Compress JPEG images — free, private, no upload

Re-encoded with MozJPEG in your browser. You see exact before/after sizes on every file.

    About compressing JPEG

    JPEG has been the default format for photographs since 1992. It uses lossy DCT compression tuned for natural images, which keeps photo files small at the cost of some fine detail. Every browser, OS, camera, and app on earth can open a JPEG, which is why it remains the safest choice for sharing and uploading photos. EditItAll re-encodes JPEGs with MozJPEG, which typically shaves 20–60% off camera or phone originals with no visible quality loss.

    How to compress JPEG

    1. 1Drop JPEG files above — batches are fine, and nothing is uploaded.
    2. 2Pick a quality (80 is visually lossless for photos). The output format stays the same unless you change it.
    3. 3Watch each file’s size drop, then download individually or as a ZIP.

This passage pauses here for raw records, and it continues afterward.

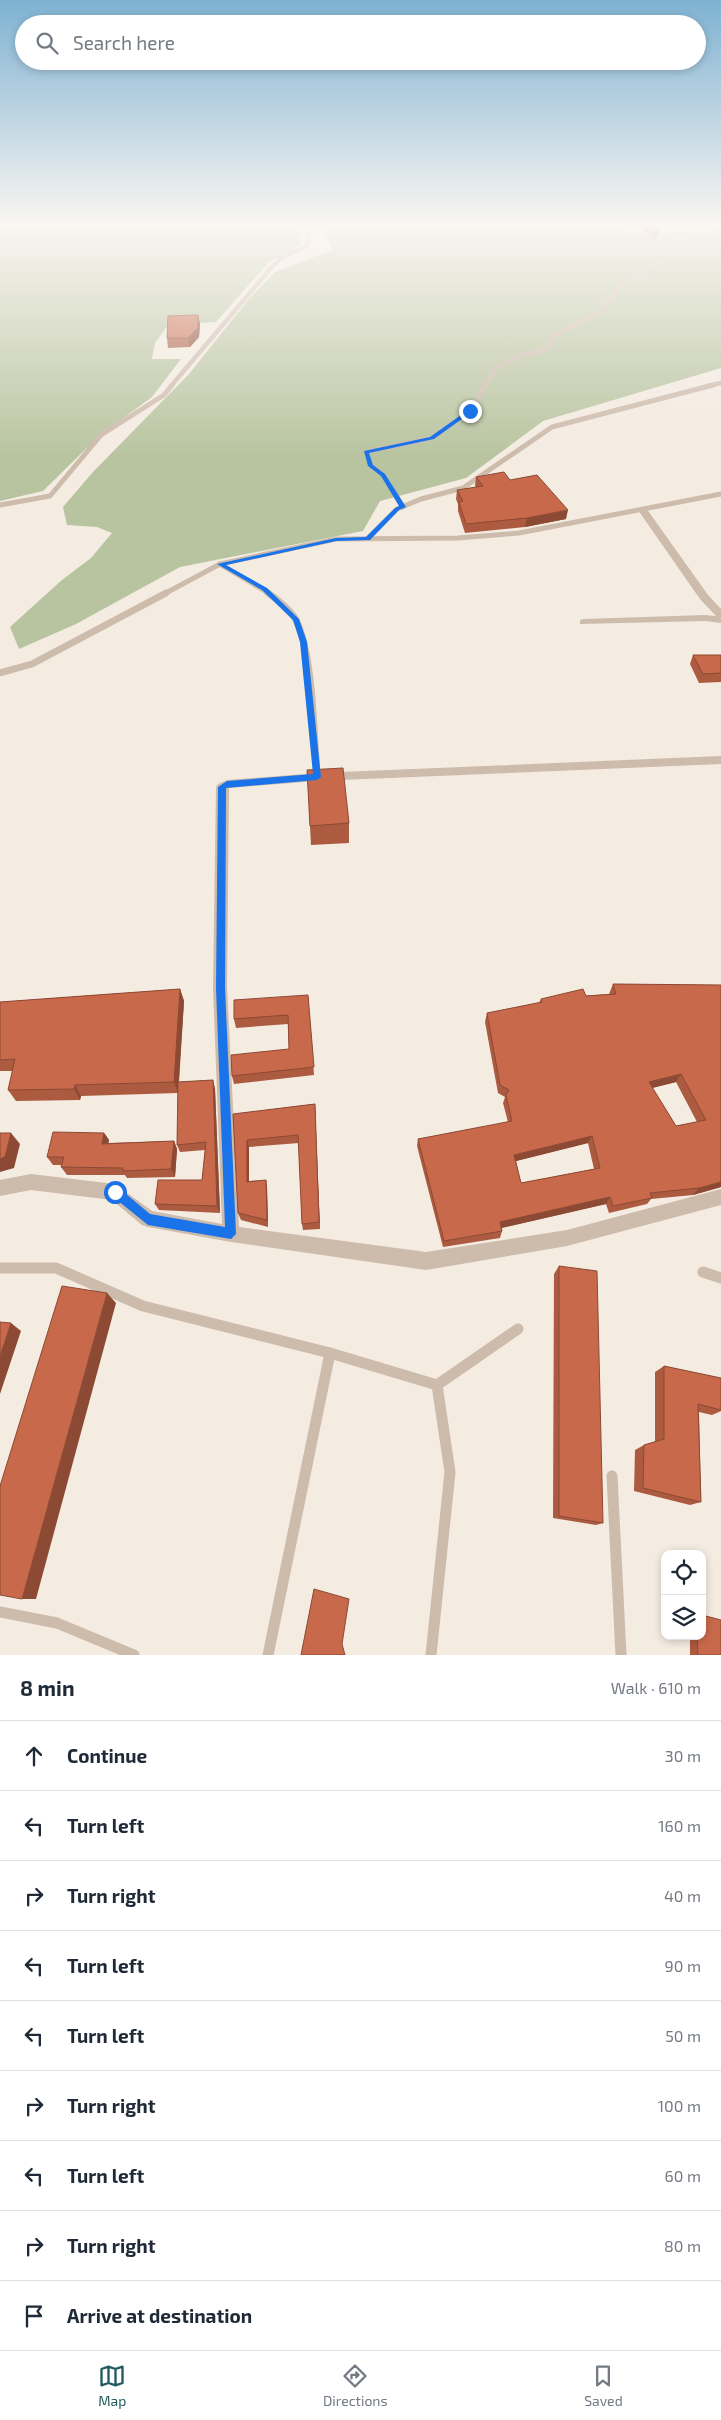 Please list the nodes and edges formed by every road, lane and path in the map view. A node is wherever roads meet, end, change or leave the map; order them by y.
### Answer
1 (242, 302) edge
2 (607, 302) edge
3 (721, 383) edge
4 (721, 494) edge
5 (0, 505) edge
6 (403, 507) junction
7 (643, 510) junction
8 (368, 538) junction
9 (220, 564) junction
10 (721, 615) edge
11 (721, 620) edge
12 (584, 622) dead end
13 (0, 673) edge
14 (721, 760) edge
15 (317, 777) junction
16 (0, 1188) edge
17 (721, 1197) edge
18 (231, 1234) junction
19 (0, 1268) edge
20 (703, 1272) dead end
21 (721, 1278) edge
22 (518, 1329) dead end
23 (330, 1353) junction
24 (438, 1385) junction
25 (612, 1476) dead end
26 (0, 1612) edge
27 (134, 1655) edge
28 (268, 1655) edge
29 (431, 1655) edge
30 (621, 1655) edge

1 - 5 lane
2 - 6 lane
3 - 6 lane
4 - 7 lane
6 - 8 lane
7 - 8 lane
7 - 10 street
8 - 9 lane
9 - 13 lane
9 - 15 lane
11 - 12 street
14 - 15 street
15 - 18 street
16 - 18 street
17 - 18 street
19 - 23 lane
20 - 21 lane
22 - 24 lane
23 - 24 lane
23 - 28 lane
24 - 29 lane
25 - 30 lane
26 - 27 lane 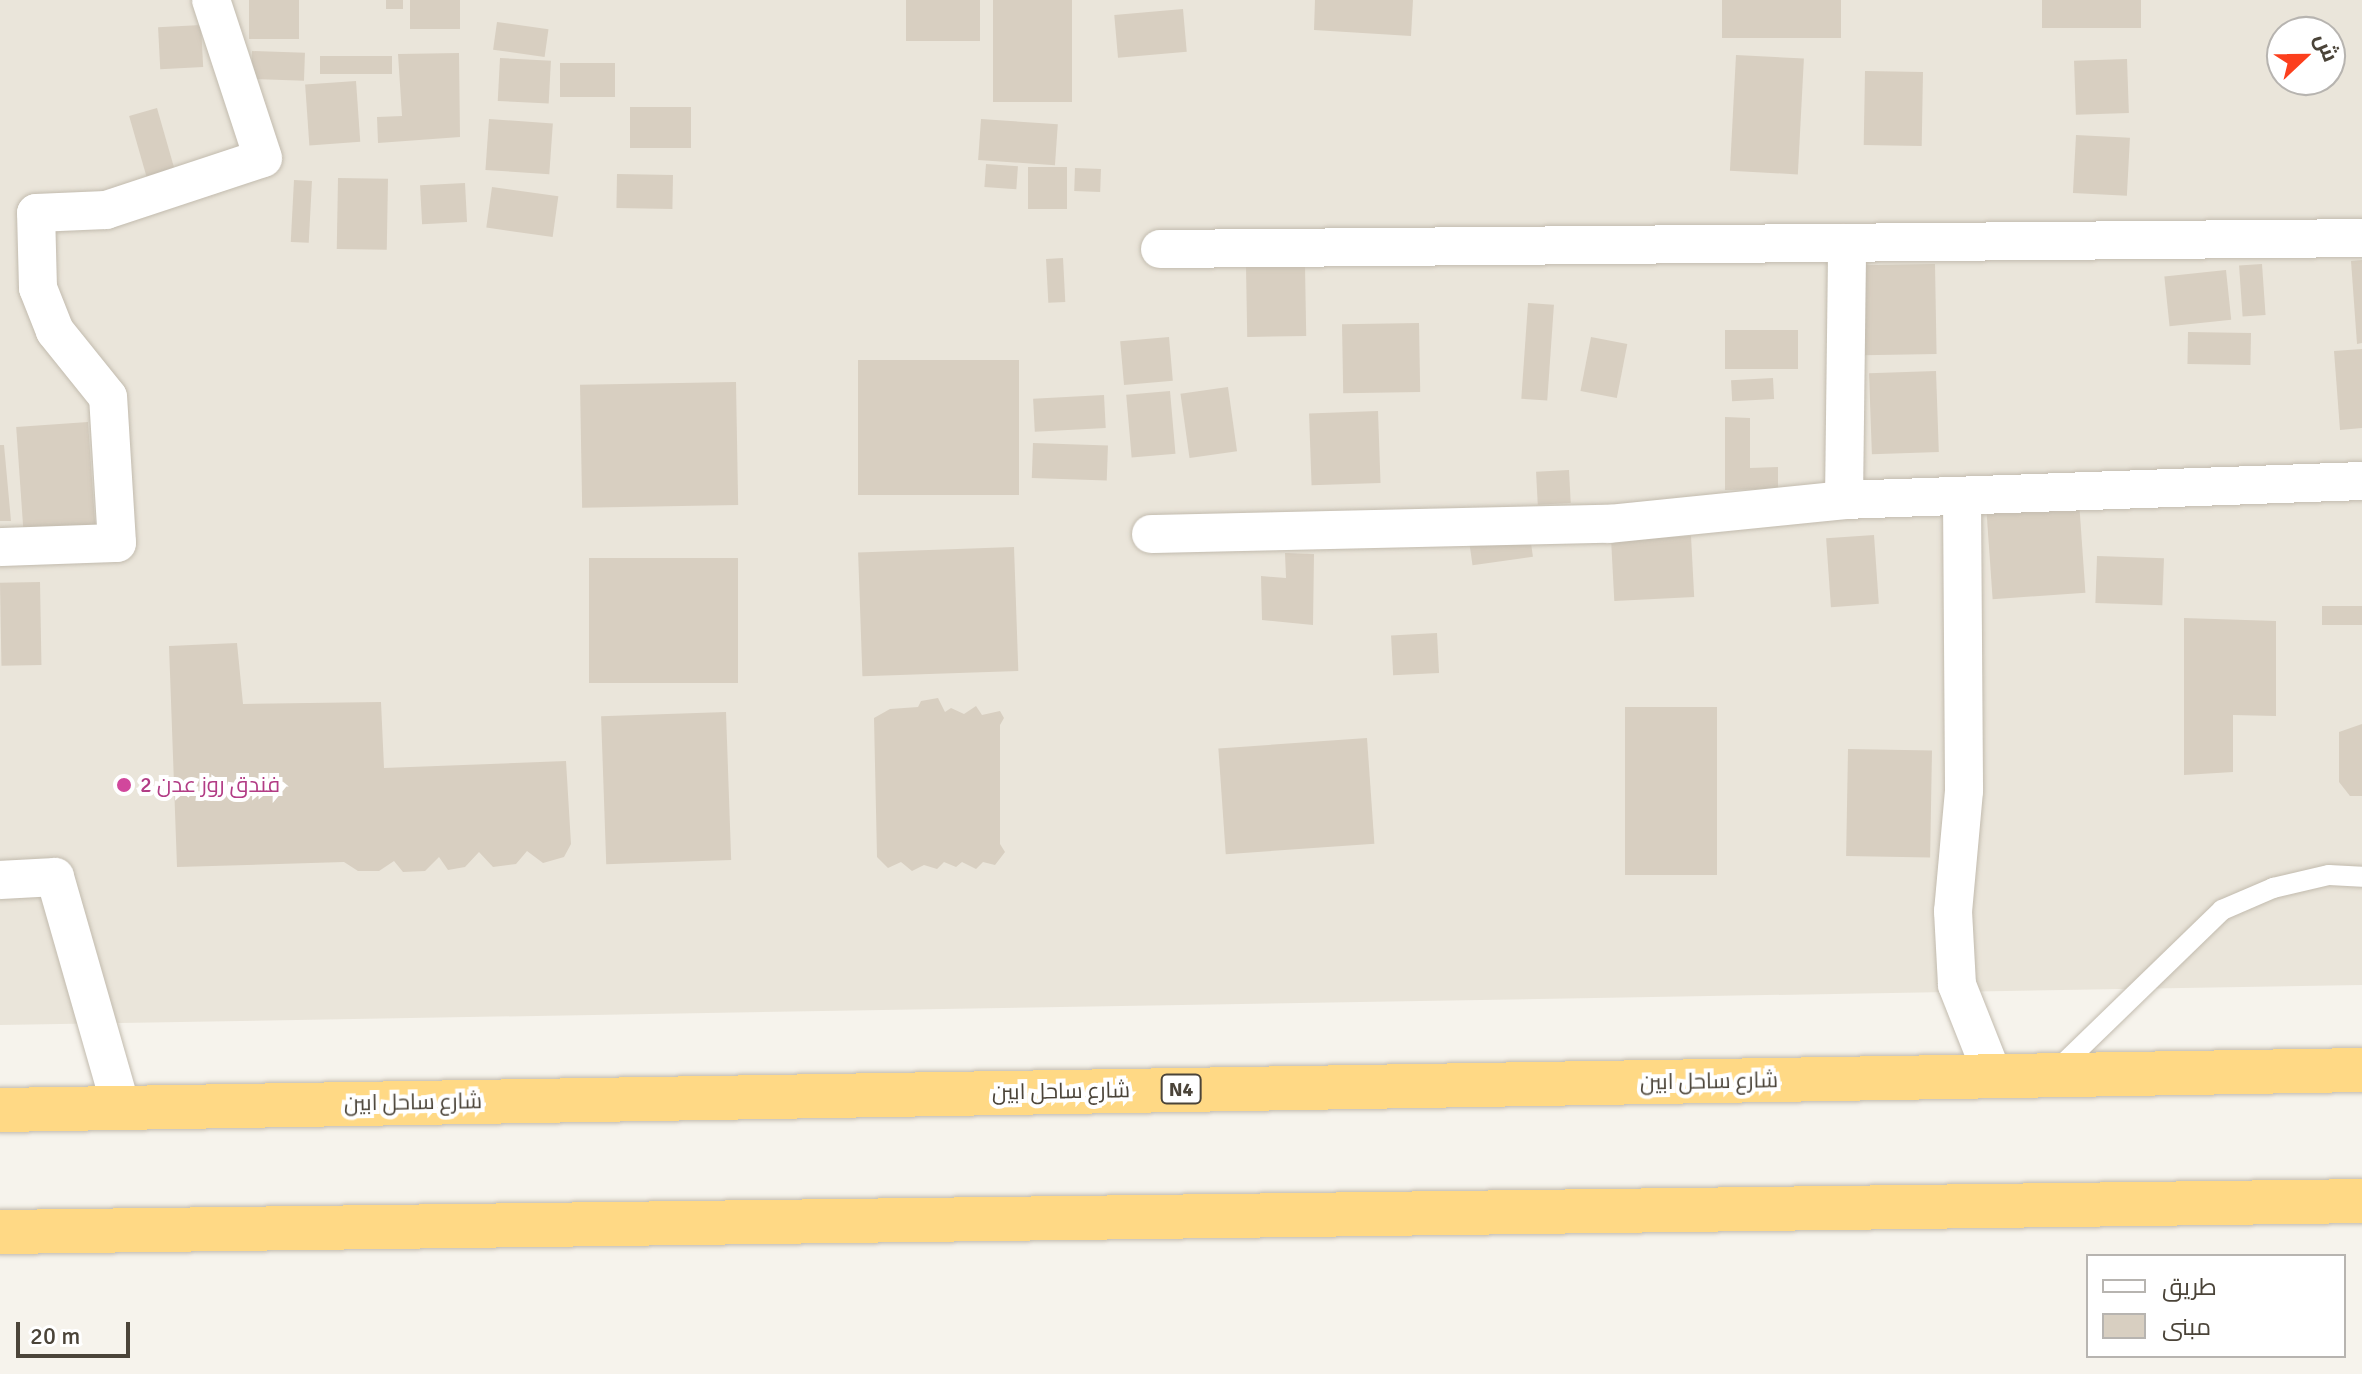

    JPEG strengths & limitations

    Strengths

    • Opens literally everywhere — 30+ years of universal support
    • Small files for photographs at quality 75–85
    • Progressive mode loads gracefully on slow connections

    Limitations

    • No transparency (alpha channel) support
    • Lossy only — repeated edits and re-saves degrade quality
    • Visible artifacts on sharp edges, text and flat-color graphics

    Frequently asked questions

    How does JPEG compression work here?+

    Your JPEG is decoded, then re-encoded with MozJPEG — an encoder that squeezes 10–20% more than standard libjpeg at the same visual quality, using trellis quantization and progressive scans. At quality 75–85 most camera and phone JPEGs shrink 40–70% with no visible difference.

    What quality setting should I use for JPEG?+

    Quality 80 is the sweet spot for photos — visually identical to the original for almost everyone. Use 60–70 for thumbnails and previews, 90+ only when you plan to edit the image again later.

    Is there a limit on file size or number of images?+

    No hard limits: processing runs on your own device, so the only constraint is your browser’s memory for truly gigantic images. Batch as many files as you want.

    Will compressing JPEG remove metadata?+

    Yes. Output files are built from raw pixels, so EXIF data — GPS location, camera model, timestamps — is stripped. Orientation is baked into the pixels first so photos stay upright. This usually saves a few extra kilobytes too.

    Are my images uploaded anywhere?+

    No. The codecs run as WebAssembly in your browser; the page works offline once loaded. Files, previews and results all live in your device’s memory only.